Sunday, October 25, 2009

Rendering to a depth texture doesn't work

Annoying problem: I want to capture the depth for each fragment and use it for some computation. So, I set up the FBO with a depth texture attached to the depth attachment point. Then I bind the FBO and render the scene. Now the moment of truth: draw a quad that is textured with the depth info.

The quad is completely white. Ok, maybe I'm setting up the texture wrong. Check some examples, tweak things a bit, check some of my old code, everything looks good for another try.

Now the depth texture looks like its full of random stuff. It never gets updated, but the actual scene is updating quite nicely.

What am I doing wrong? *bangs head against wall for an hour or two*

I just needed to to:

glClearColor(1.0f, 1.0f, 1.0f, 1.0f);

before rendering the depth. That's all I was missing.

Friday, October 23, 2009

Assignment 4.3

Download, compile, and run

This worked on both Ubuntu 9.04 and OS X 10.5.8

tar jxf assign4.3.tar.bz2
cd assign4.3/cpusort
cd ../peel

For both binaries, 'q' will quit the program. Click and drag the mouse to
change the camera position.


In all cases, 4096 particles were used, screen size was 1280x720:
8 layer depth peel GPU / CPU particle system Depth sort on CPU Frames per second>
Yes GPU No 63
No GPU No 348
No CPU Yes 377

So, something has happened that has slowed down the GPU version. Previously I was seeing large speedups. For 4096 particles it was at least 3 times faster. Running traces on the code show a lot of time being spent in the driver.
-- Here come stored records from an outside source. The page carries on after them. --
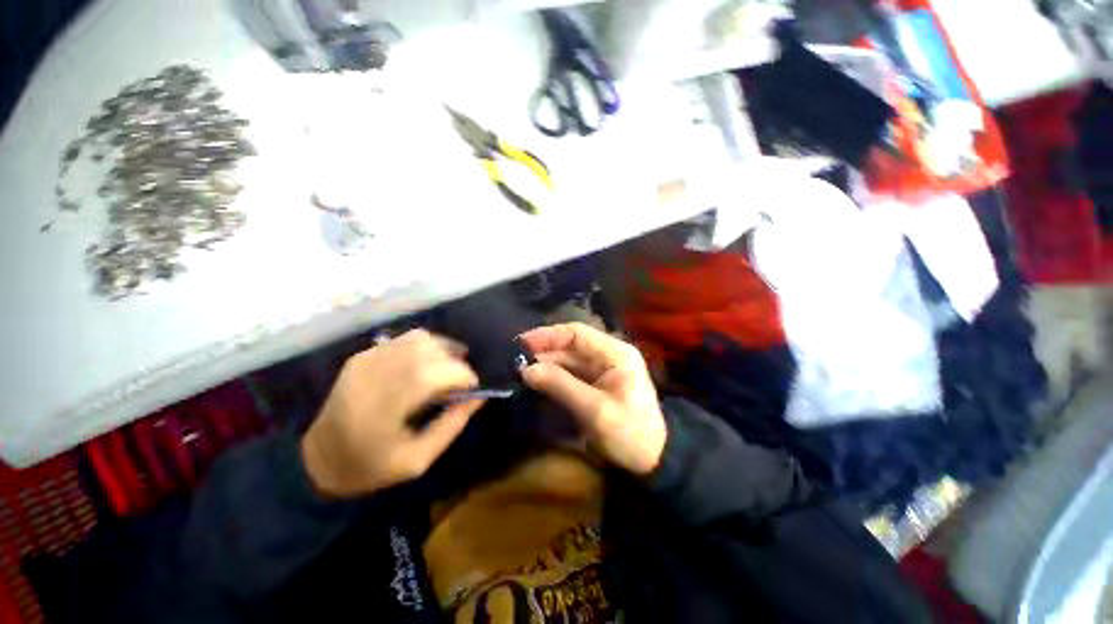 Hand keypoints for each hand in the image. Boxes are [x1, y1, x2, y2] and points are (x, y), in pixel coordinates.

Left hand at [301, 330, 484, 497]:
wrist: (318, 458)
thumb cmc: (371, 466)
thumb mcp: (418, 460)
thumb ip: (452, 425)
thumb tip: (479, 397)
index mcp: (384, 407)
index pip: (432, 374)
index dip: (461, 374)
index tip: (473, 387)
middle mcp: (374, 376)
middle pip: (428, 350)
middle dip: (455, 361)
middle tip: (462, 380)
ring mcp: (366, 361)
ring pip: (419, 338)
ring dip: (443, 349)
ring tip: (450, 366)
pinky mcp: (362, 356)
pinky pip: (404, 339)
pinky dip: (426, 346)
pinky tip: (430, 362)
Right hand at [520, 323, 666, 475]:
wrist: (653, 460)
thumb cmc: (629, 433)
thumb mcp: (595, 410)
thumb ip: (560, 385)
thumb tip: (527, 369)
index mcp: (616, 353)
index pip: (577, 333)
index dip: (549, 335)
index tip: (522, 343)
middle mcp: (609, 354)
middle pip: (572, 345)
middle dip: (545, 350)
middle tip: (516, 359)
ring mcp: (603, 369)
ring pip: (570, 358)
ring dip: (547, 363)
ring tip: (521, 369)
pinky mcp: (597, 383)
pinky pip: (572, 373)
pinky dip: (555, 375)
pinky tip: (538, 379) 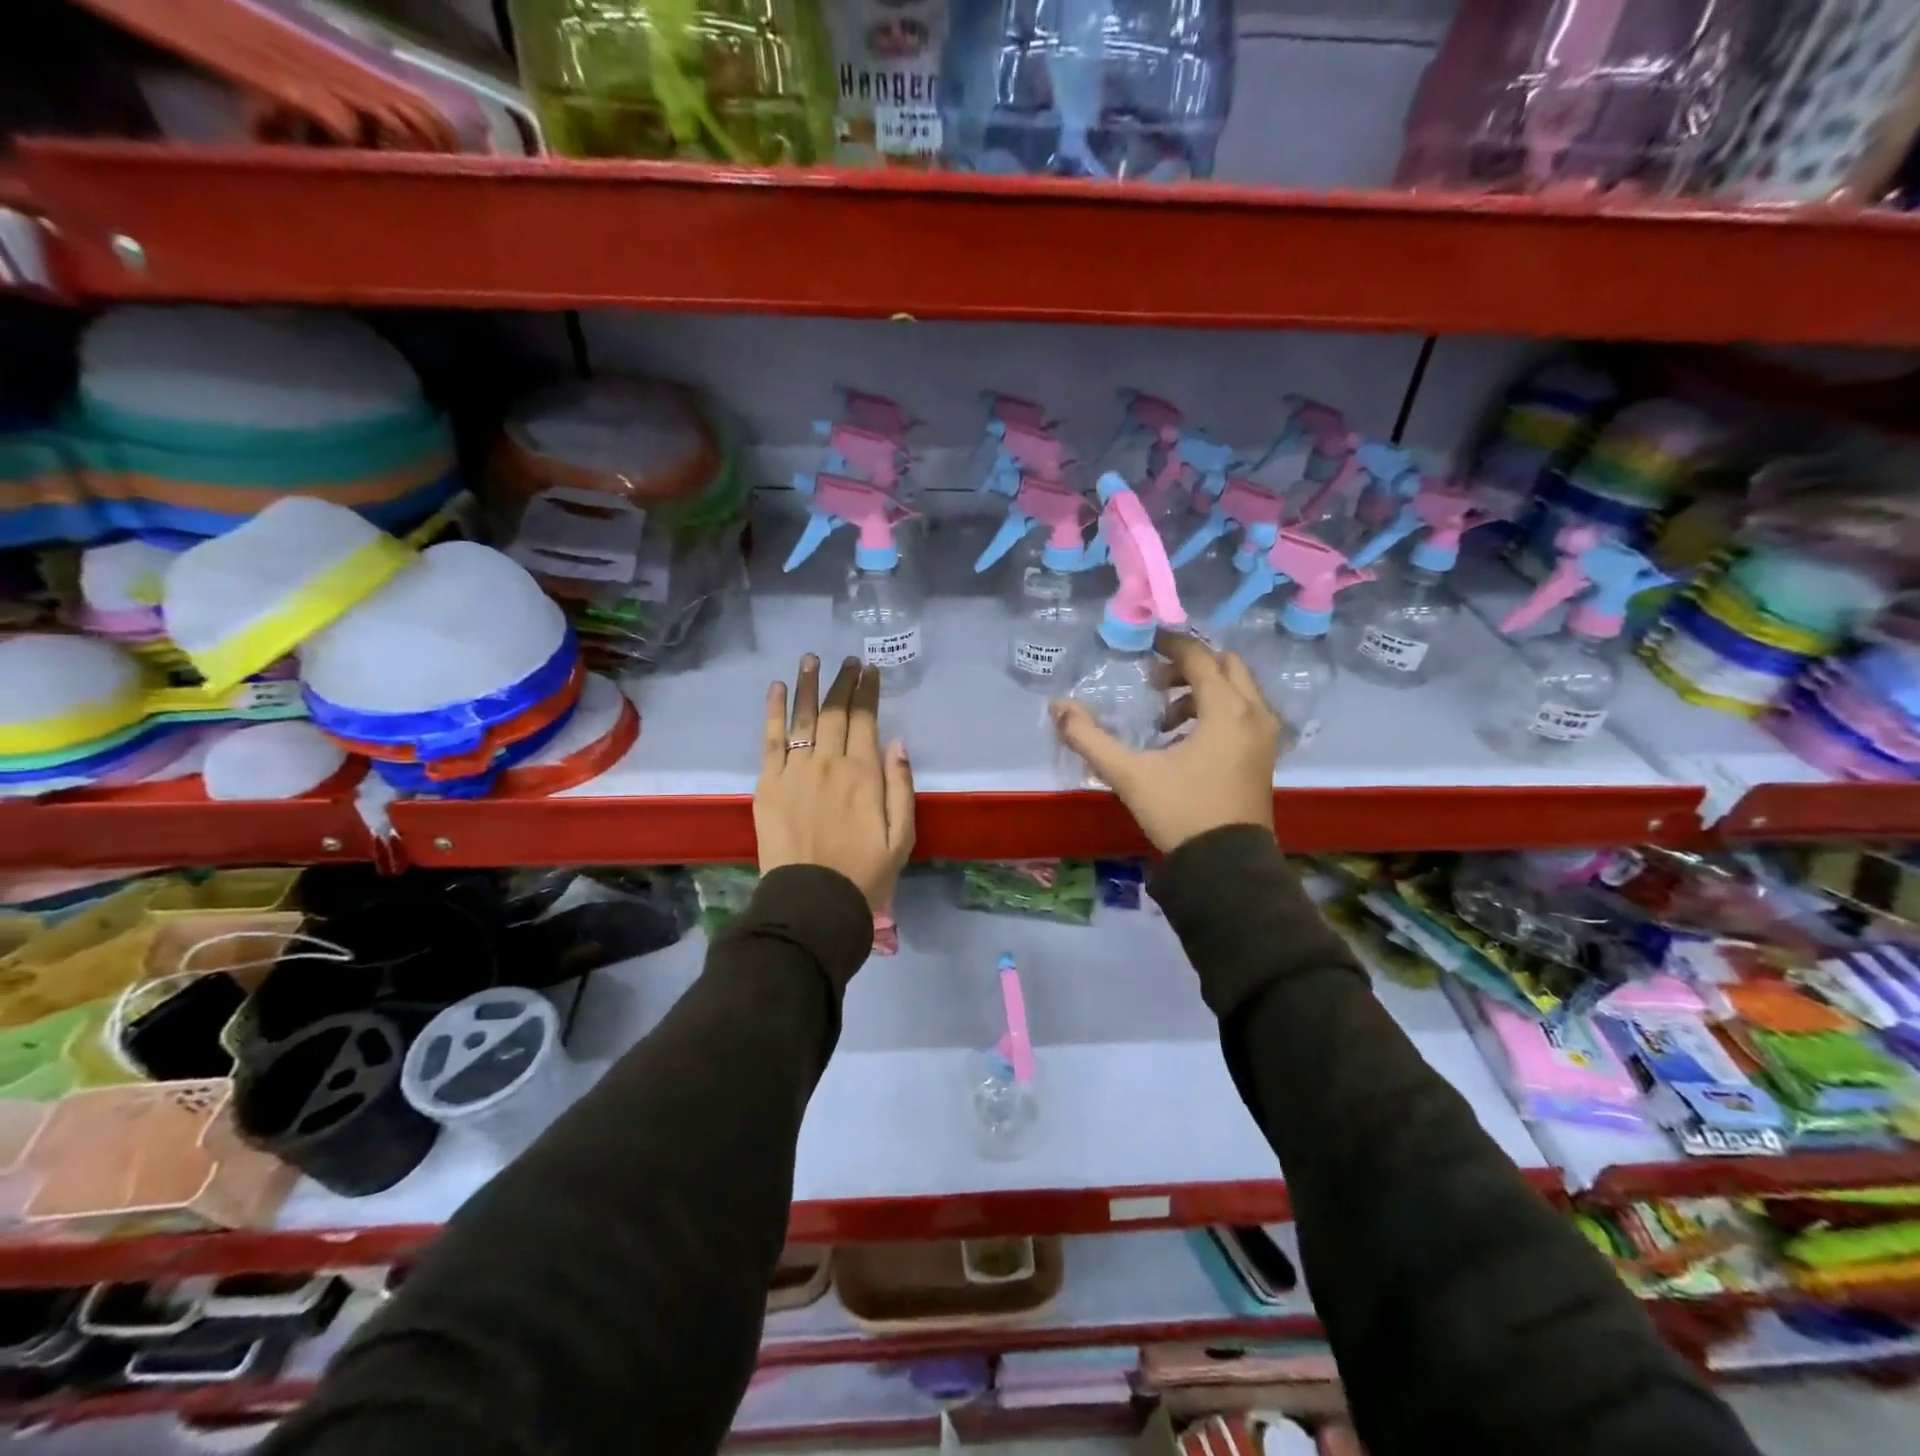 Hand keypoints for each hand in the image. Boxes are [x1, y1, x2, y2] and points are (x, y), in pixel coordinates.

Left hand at [757, 655, 914, 909]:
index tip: (869, 669)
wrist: (812, 903)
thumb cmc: (865, 874)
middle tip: (846, 660)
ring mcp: (795, 771)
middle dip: (842, 681)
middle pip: (834, 712)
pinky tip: (777, 688)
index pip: (865, 719)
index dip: (867, 691)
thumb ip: (901, 786)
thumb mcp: (902, 836)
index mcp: (864, 774)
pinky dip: (773, 711)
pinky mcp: (768, 784)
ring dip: (808, 685)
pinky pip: (770, 740)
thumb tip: (897, 743)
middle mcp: (829, 763)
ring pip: (802, 717)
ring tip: (811, 659)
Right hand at [1050, 631, 1277, 852]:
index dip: (1171, 644)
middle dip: (1190, 666)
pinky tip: (1185, 741)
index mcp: (1226, 710)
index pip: (1199, 658)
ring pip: (1237, 690)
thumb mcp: (1129, 774)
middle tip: (1154, 682)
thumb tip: (1057, 707)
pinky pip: (1244, 713)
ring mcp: (1265, 736)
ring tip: (1165, 719)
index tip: (1146, 643)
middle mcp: (1254, 713)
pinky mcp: (1264, 755)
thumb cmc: (1180, 812)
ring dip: (1202, 691)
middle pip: (1226, 666)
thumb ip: (1090, 738)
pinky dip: (1217, 711)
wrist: (1227, 866) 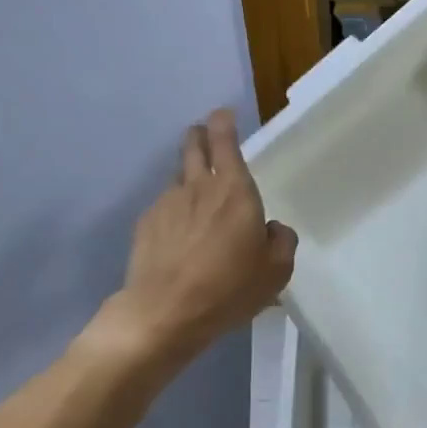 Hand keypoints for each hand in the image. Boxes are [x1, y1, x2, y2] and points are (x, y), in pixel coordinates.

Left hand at [111, 109, 295, 362]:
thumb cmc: (228, 288)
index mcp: (234, 190)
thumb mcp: (275, 271)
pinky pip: (164, 207)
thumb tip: (272, 229)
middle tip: (205, 136)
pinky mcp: (145, 225)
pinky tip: (179, 235)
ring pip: (178, 177)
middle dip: (200, 135)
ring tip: (196, 197)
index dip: (223, 122)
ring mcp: (166, 204)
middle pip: (193, 146)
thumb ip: (281, 241)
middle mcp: (197, 187)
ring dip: (188, 177)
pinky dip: (174, 211)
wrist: (164, 313)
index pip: (224, 140)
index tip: (223, 114) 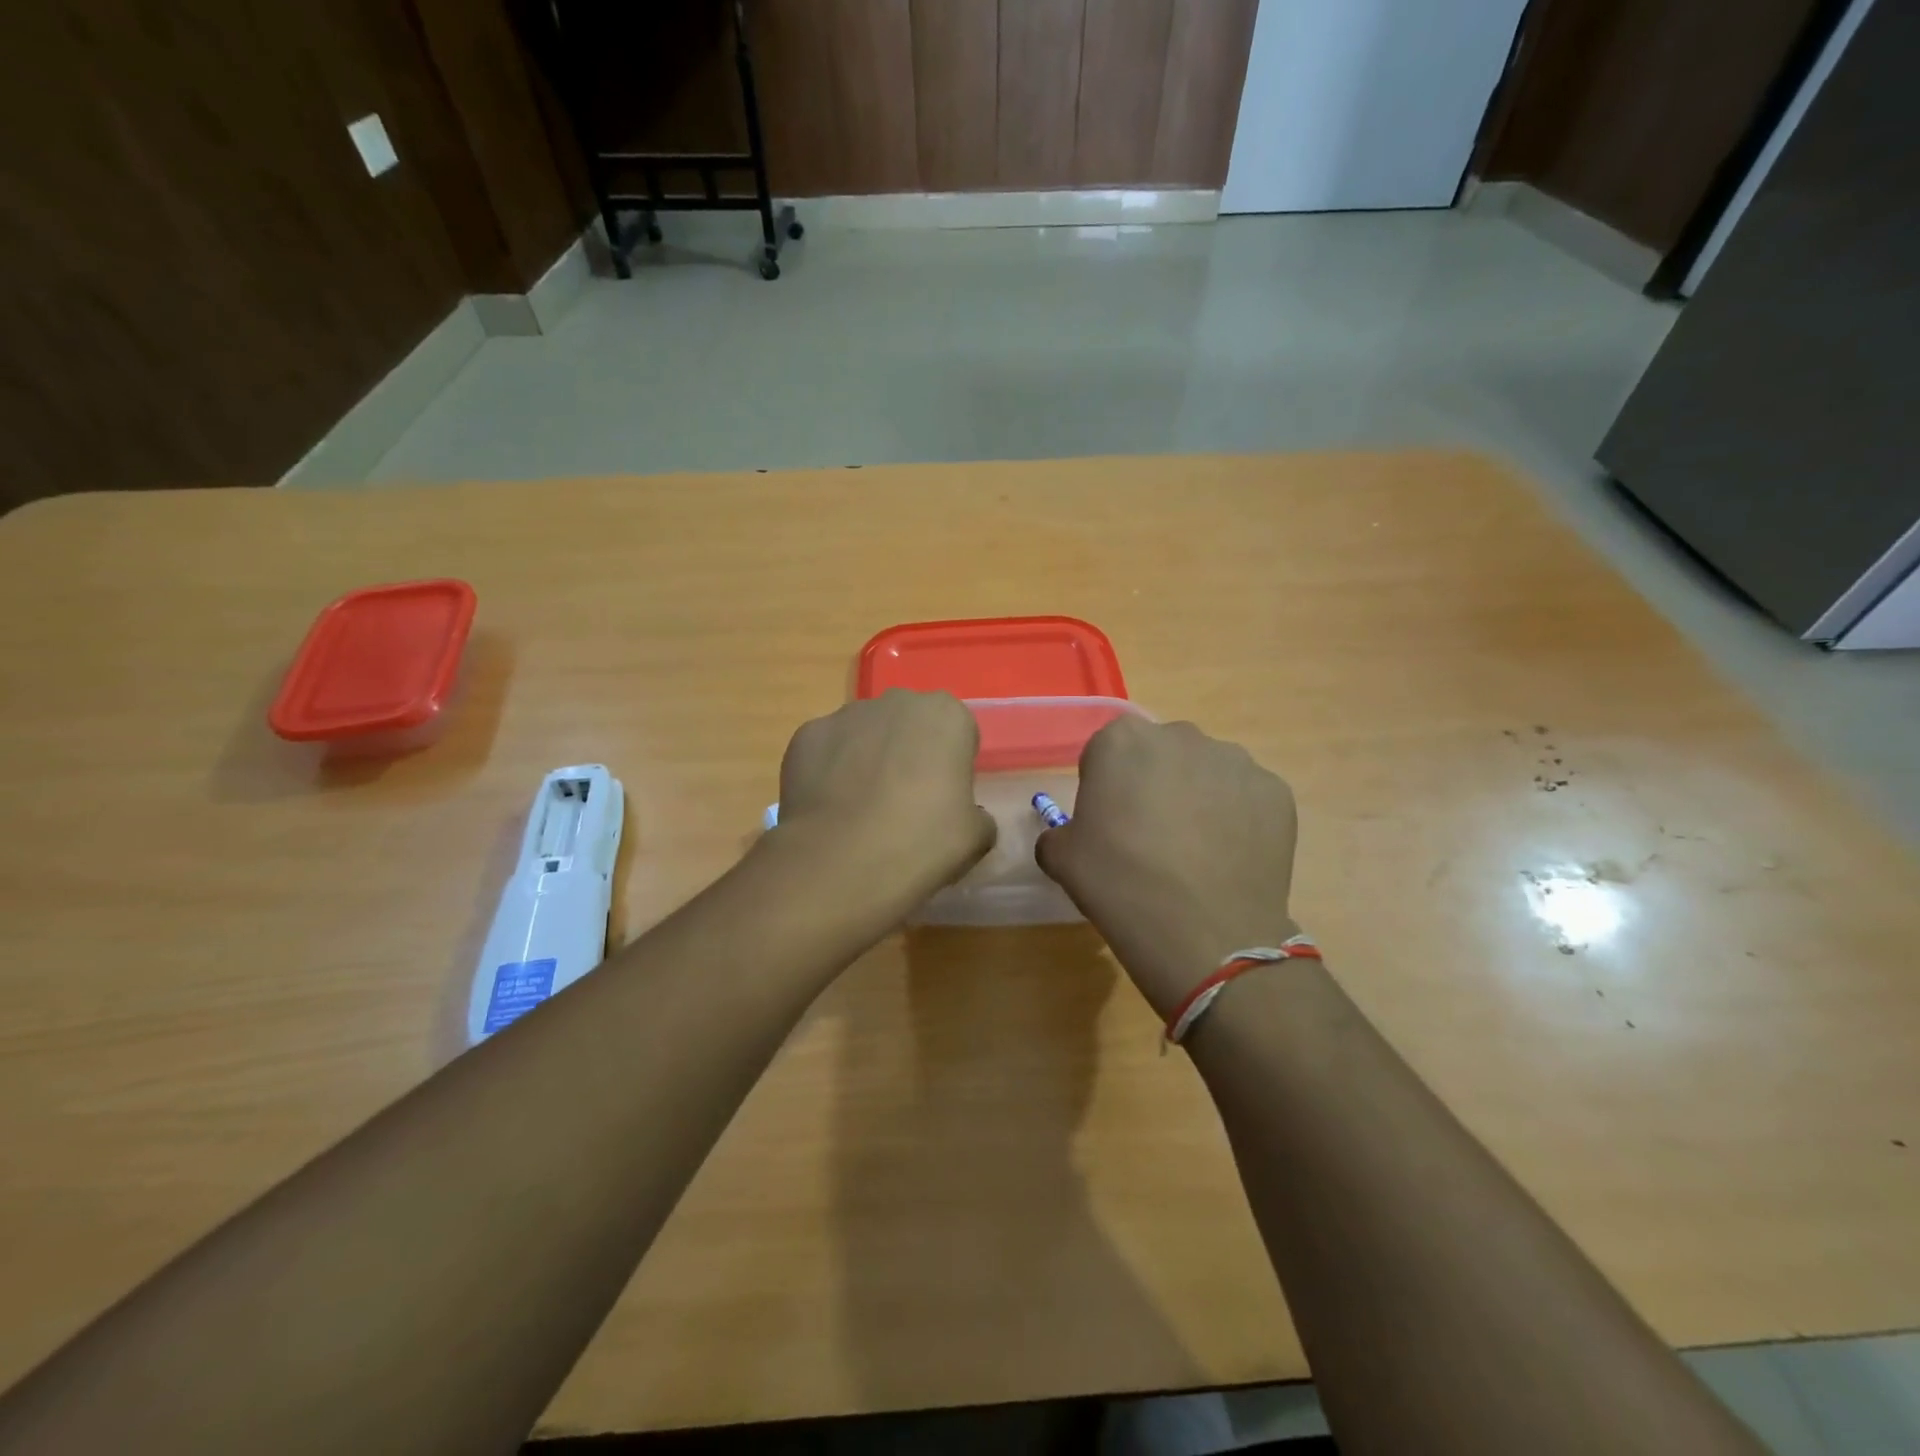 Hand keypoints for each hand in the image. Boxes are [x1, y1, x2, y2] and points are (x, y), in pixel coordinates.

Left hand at [776, 690, 996, 901]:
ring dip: (867, 760)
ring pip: (865, 734)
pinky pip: (827, 751)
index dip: (952, 766)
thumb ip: (977, 815)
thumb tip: (966, 817)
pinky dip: (829, 772)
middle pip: (909, 725)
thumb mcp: (976, 837)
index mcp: (946, 715)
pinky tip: (830, 810)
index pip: (957, 733)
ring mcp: (845, 715)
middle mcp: (896, 701)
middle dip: (908, 753)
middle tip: (905, 804)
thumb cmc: (921, 842)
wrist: (840, 863)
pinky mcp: (806, 735)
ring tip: (861, 811)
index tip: (944, 800)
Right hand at [1036, 718, 1299, 1016]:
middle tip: (1151, 835)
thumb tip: (1072, 836)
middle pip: (1160, 754)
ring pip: (1207, 772)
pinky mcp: (1276, 791)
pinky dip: (1238, 818)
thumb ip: (1058, 833)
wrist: (1204, 933)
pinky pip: (1246, 797)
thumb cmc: (1119, 884)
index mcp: (1121, 741)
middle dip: (1154, 783)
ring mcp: (1236, 761)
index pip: (1105, 752)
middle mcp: (1181, 736)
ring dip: (1198, 797)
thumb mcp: (1061, 858)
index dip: (1104, 787)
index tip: (1108, 823)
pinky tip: (1228, 858)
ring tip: (1196, 851) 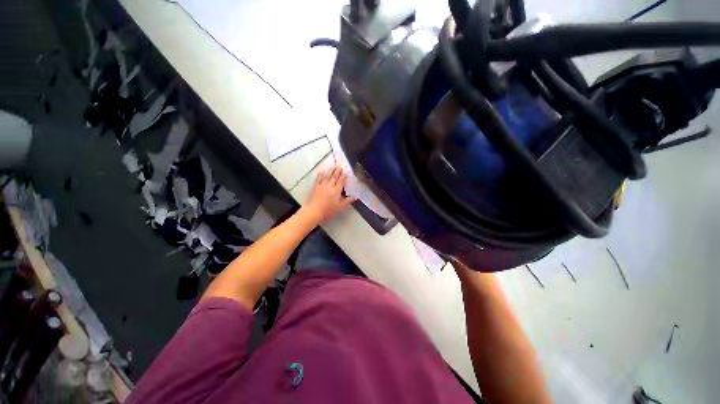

At first I suspected that the branching in the point sprite fragment shader for the depth peeling, which also happens in the non-depth peeling version migh have been slowing things down, but actual impace was about 14 frames per second, which doesn't explain the large discrepancy in speed that I'm seeing when compared to the previous assignment.

Screen shots

Depth sorted on the CPU:

The depth peeled version looks darker than the non-depth peeled and CPU sorted versions:

In all cases, notice how the hotter particles, the redder particles, are closer to the camera and occlude the white particles which are farther away.

Part one of the assignment is to depth sort the particles on the CPU and render them in the correct order. This is fairly simple since C++ has a sort() function and all that is required of the programmer is to implement operator<. I computed the depth a single time using a dot product to project the vector from the camera to the particle onto the vector from the camera to the depth plane.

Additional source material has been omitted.